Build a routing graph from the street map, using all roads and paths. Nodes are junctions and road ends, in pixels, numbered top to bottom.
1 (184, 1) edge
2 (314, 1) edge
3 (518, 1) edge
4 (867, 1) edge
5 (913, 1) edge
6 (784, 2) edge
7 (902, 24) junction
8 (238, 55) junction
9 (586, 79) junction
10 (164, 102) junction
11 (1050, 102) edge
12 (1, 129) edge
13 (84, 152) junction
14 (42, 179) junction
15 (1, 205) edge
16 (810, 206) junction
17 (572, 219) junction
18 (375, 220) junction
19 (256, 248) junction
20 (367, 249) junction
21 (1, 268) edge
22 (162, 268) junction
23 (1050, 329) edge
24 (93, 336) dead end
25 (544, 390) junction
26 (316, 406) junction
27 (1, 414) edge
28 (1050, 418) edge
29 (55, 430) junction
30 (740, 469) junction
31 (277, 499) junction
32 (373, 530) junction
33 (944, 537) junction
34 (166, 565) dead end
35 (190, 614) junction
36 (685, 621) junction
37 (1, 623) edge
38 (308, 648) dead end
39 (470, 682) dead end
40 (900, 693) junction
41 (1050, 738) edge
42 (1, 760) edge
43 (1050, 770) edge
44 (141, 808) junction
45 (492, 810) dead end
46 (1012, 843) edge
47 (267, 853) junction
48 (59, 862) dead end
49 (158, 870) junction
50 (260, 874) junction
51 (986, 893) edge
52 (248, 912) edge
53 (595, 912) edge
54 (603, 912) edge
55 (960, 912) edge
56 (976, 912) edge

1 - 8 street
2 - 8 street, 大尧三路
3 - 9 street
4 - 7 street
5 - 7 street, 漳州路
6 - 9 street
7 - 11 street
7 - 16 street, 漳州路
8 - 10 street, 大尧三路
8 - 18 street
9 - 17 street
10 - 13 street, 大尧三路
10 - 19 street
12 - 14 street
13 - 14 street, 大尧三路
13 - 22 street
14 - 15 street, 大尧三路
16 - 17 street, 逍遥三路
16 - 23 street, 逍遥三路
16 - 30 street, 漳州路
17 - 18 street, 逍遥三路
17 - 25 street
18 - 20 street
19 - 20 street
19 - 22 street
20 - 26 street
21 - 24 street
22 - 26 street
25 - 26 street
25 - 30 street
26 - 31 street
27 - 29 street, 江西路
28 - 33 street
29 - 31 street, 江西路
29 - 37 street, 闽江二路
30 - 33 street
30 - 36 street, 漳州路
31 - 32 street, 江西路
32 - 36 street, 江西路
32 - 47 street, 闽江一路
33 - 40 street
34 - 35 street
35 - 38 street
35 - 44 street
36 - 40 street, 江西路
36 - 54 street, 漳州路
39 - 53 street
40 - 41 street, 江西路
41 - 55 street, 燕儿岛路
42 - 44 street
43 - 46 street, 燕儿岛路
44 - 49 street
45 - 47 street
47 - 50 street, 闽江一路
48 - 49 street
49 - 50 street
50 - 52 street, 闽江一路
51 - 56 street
※ ※ ※
Among the lines above, find those with the word "dead". Copy them.

Written answer
24 (93, 336) dead end
34 (166, 565) dead end
38 (308, 648) dead end
39 (470, 682) dead end
45 (492, 810) dead end
48 (59, 862) dead end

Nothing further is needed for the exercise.